**Your goal**
Restate word for word the lines in the listing below, starting at the line containing "Map reading. Build" and ending at the line containing "Task: Read the", both included; leave out the rest.

*** Block opens ***

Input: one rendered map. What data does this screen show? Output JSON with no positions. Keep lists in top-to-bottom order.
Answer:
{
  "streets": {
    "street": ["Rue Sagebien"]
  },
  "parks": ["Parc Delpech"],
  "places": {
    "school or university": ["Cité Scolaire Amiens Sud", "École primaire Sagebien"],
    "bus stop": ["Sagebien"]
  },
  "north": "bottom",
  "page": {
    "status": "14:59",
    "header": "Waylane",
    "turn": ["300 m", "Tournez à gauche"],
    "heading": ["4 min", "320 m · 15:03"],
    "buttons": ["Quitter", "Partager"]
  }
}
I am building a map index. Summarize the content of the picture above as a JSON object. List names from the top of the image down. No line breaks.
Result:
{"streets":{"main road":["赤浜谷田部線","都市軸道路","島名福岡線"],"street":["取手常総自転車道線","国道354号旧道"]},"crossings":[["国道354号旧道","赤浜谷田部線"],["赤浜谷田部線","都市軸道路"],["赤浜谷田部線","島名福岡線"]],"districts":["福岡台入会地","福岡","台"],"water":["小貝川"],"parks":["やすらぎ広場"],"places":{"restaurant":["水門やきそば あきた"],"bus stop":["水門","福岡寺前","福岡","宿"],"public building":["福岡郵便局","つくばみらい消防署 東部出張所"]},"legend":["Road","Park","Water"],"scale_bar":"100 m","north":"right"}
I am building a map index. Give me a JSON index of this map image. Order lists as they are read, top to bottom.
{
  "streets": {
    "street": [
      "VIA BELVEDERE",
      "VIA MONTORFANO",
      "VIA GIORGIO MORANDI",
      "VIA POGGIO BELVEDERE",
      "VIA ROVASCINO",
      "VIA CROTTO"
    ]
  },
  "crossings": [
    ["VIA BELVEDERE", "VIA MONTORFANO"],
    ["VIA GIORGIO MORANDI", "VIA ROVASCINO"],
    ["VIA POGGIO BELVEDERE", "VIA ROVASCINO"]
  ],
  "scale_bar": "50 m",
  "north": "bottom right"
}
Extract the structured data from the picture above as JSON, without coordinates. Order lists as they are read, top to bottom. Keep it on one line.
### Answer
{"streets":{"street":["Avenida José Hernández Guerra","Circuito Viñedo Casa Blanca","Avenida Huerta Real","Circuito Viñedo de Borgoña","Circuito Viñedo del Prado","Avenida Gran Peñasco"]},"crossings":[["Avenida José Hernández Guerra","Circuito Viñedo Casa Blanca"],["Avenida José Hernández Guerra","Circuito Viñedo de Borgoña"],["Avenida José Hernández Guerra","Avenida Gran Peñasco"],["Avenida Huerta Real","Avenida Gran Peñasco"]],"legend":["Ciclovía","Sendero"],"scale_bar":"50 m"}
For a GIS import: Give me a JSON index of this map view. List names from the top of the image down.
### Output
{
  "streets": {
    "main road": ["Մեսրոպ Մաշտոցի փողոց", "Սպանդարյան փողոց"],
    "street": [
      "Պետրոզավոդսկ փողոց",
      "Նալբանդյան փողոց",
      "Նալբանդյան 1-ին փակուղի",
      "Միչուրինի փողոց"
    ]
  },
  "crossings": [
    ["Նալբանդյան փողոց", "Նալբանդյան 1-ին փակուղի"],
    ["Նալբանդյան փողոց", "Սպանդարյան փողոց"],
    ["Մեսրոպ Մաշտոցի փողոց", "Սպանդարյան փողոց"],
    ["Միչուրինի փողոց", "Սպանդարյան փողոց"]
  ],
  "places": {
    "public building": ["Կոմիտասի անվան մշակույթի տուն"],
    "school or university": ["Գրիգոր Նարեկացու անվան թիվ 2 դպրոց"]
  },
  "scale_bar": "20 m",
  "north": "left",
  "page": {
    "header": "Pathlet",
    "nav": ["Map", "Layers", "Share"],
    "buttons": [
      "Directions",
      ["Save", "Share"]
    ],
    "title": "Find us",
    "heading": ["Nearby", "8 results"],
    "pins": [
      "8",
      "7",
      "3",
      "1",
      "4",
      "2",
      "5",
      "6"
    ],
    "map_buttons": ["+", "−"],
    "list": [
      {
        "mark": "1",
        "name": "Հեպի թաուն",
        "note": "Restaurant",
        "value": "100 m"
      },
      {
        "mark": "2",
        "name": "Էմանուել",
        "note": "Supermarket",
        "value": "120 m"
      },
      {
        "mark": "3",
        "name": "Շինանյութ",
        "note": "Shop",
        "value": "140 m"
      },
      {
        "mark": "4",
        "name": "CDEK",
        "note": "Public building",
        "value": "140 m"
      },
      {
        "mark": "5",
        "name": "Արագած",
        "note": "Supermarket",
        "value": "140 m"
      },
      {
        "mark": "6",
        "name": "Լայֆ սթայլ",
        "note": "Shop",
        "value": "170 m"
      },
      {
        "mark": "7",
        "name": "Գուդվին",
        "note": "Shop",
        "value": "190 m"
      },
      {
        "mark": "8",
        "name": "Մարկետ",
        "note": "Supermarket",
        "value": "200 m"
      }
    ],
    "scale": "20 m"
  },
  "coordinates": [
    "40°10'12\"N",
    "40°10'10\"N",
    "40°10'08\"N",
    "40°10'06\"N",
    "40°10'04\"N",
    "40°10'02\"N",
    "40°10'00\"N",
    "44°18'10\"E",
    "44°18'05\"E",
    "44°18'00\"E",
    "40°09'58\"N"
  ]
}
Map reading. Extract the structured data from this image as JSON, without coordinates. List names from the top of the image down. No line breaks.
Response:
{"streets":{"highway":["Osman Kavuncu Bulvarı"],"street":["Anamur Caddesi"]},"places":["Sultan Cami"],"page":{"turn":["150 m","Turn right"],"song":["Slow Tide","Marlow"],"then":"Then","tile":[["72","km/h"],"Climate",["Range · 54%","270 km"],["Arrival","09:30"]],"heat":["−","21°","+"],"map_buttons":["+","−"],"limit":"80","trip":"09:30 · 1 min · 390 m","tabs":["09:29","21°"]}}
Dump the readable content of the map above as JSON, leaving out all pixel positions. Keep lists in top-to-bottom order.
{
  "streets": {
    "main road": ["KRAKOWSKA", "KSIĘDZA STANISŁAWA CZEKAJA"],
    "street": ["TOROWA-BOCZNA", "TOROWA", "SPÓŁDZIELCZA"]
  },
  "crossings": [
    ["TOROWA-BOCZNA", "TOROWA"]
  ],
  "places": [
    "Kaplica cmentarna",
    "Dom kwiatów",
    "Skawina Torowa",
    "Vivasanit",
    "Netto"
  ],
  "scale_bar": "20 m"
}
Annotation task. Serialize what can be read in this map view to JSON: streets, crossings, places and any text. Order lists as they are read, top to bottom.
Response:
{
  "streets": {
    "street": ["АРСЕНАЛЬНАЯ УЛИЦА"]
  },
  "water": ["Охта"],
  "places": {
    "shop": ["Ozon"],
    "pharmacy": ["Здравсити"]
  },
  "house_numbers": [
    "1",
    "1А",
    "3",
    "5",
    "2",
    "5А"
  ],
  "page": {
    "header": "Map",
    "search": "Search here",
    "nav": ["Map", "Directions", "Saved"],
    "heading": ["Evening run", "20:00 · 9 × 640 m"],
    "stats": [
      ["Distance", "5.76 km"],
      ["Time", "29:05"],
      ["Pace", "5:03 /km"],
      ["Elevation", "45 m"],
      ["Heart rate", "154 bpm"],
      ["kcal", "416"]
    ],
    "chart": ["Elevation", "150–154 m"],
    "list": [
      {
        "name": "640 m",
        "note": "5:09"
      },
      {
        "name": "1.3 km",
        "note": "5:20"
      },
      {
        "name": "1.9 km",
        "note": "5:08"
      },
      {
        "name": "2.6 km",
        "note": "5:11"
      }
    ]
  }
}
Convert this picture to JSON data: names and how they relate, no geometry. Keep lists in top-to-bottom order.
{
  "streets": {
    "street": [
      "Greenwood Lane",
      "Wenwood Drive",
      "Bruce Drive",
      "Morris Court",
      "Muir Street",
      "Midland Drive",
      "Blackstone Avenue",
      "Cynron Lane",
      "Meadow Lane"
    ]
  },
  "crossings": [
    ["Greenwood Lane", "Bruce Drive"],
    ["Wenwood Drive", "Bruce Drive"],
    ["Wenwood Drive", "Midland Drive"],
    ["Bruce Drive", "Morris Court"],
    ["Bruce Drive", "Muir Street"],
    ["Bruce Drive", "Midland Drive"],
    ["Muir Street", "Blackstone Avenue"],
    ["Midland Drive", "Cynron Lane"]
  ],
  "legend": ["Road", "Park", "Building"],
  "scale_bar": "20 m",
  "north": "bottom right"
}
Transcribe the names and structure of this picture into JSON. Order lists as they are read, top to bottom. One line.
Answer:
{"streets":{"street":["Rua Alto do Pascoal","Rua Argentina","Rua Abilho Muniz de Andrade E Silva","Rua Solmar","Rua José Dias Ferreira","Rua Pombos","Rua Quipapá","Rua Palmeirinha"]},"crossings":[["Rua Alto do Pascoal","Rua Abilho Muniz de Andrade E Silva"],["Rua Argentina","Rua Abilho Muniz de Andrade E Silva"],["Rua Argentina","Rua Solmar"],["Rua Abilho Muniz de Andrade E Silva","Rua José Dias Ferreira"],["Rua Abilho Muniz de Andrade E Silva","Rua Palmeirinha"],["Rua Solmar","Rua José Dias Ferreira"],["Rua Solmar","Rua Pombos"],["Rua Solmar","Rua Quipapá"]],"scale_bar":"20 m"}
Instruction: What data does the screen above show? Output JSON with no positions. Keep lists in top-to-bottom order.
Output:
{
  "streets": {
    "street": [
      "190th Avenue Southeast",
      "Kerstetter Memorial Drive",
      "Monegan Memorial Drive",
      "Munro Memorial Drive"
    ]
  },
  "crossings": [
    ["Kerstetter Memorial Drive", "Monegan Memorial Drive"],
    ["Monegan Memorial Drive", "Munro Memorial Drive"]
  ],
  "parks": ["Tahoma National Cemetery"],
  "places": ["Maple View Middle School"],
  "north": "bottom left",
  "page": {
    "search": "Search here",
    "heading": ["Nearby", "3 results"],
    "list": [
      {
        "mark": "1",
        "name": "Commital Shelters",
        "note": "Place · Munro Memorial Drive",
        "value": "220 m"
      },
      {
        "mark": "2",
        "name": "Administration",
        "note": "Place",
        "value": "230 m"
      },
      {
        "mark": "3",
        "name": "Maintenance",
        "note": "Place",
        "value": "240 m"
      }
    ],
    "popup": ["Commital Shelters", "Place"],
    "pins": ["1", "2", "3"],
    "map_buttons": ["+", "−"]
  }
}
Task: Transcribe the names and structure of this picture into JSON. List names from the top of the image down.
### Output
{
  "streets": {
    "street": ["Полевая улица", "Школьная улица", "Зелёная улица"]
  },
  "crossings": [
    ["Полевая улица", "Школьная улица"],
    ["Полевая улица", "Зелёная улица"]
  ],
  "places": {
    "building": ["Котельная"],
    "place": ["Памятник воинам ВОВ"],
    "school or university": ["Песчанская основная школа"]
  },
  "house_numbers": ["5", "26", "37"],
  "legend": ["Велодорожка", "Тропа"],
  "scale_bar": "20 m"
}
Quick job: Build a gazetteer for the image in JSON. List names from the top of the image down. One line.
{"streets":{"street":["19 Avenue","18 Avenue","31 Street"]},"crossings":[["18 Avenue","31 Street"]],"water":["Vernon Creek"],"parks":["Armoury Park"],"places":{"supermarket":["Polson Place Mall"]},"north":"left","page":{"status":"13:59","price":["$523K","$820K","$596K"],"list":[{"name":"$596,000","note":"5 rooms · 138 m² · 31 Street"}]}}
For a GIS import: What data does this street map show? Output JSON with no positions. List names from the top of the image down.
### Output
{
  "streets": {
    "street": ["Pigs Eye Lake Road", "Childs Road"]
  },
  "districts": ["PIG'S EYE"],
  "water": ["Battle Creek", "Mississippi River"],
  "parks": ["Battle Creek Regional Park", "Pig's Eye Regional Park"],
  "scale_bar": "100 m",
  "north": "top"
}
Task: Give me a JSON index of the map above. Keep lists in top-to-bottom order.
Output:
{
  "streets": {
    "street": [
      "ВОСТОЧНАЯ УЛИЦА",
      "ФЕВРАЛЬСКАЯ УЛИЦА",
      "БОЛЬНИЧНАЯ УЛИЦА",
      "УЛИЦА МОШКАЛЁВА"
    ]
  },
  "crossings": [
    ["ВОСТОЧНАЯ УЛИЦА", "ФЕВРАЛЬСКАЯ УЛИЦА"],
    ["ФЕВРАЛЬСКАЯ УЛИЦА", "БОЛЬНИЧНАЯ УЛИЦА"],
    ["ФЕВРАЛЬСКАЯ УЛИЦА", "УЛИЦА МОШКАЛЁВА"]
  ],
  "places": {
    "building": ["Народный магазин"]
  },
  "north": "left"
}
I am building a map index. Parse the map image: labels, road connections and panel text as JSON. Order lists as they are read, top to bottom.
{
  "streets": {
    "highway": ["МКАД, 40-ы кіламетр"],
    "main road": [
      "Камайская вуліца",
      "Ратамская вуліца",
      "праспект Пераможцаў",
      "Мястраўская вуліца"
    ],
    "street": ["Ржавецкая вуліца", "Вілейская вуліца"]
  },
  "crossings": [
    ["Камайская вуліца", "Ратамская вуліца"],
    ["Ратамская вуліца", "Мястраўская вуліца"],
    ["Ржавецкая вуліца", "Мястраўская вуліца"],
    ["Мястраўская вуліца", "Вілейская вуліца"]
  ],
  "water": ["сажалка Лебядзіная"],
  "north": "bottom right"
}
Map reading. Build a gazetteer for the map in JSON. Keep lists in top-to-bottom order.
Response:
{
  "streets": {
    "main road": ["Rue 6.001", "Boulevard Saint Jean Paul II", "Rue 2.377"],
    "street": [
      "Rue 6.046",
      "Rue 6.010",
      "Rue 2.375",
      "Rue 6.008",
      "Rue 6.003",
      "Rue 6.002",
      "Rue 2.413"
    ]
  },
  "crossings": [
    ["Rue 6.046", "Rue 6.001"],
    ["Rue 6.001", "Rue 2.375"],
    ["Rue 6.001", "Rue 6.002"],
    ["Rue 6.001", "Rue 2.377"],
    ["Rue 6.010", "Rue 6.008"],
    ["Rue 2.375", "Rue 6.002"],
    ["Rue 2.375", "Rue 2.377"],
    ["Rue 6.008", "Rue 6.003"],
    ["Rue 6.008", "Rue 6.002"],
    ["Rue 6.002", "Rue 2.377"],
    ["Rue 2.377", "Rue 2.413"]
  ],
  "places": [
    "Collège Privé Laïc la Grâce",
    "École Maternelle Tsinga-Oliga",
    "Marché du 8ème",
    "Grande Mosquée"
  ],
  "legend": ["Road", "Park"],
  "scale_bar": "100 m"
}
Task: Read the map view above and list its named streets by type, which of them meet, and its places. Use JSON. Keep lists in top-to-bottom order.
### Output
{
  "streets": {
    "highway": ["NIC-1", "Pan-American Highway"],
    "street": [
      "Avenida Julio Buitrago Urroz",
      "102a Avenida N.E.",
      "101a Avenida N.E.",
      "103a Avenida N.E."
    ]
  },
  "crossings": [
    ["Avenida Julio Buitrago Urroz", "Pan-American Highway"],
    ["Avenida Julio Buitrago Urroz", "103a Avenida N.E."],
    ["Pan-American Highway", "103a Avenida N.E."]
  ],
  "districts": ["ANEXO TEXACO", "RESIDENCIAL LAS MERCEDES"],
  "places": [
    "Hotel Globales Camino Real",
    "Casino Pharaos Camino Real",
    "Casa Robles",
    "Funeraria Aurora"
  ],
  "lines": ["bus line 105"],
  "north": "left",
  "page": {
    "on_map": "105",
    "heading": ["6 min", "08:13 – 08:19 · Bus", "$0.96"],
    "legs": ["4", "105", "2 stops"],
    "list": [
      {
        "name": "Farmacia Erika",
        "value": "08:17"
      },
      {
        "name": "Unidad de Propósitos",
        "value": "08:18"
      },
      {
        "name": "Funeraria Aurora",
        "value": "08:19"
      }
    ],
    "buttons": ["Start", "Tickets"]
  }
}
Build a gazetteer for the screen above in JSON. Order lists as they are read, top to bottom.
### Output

*** Block closes ***

**Reply**
Map reading. Build a gazetteer for the map in JSON. Keep lists in top-to-bottom order.
Response:
{
  "streets": {
    "main road": ["Rue 6.001", "Boulevard Saint Jean Paul II", "Rue 2.377"],
    "street": [
      "Rue 6.046",
      "Rue 6.010",
      "Rue 2.375",
      "Rue 6.008",
      "Rue 6.003",
      "Rue 6.002",
      "Rue 2.413"
    ]
  },
  "crossings": [
    ["Rue 6.046", "Rue 6.001"],
    ["Rue 6.001", "Rue 2.375"],
    ["Rue 6.001", "Rue 6.002"],
    ["Rue 6.001", "Rue 2.377"],
    ["Rue 6.010", "Rue 6.008"],
    ["Rue 2.375", "Rue 6.002"],
    ["Rue 2.375", "Rue 2.377"],
    ["Rue 6.008", "Rue 6.003"],
    ["Rue 6.008", "Rue 6.002"],
    ["Rue 6.002", "Rue 2.377"],
    ["Rue 2.377", "Rue 2.413"]
  ],
  "places": [
    "Collège Privé Laïc la Grâce",
    "École Maternelle Tsinga-Oliga",
    "Marché du 8ème",
    "Grande Mosquée"
  ],
  "legend": ["Road", "Park"],
  "scale_bar": "100 m"
}
Task: Read the map view above and list its named streets by type, which of them meet, and its places. Use JSON. Keep lists in top-to-bottom order.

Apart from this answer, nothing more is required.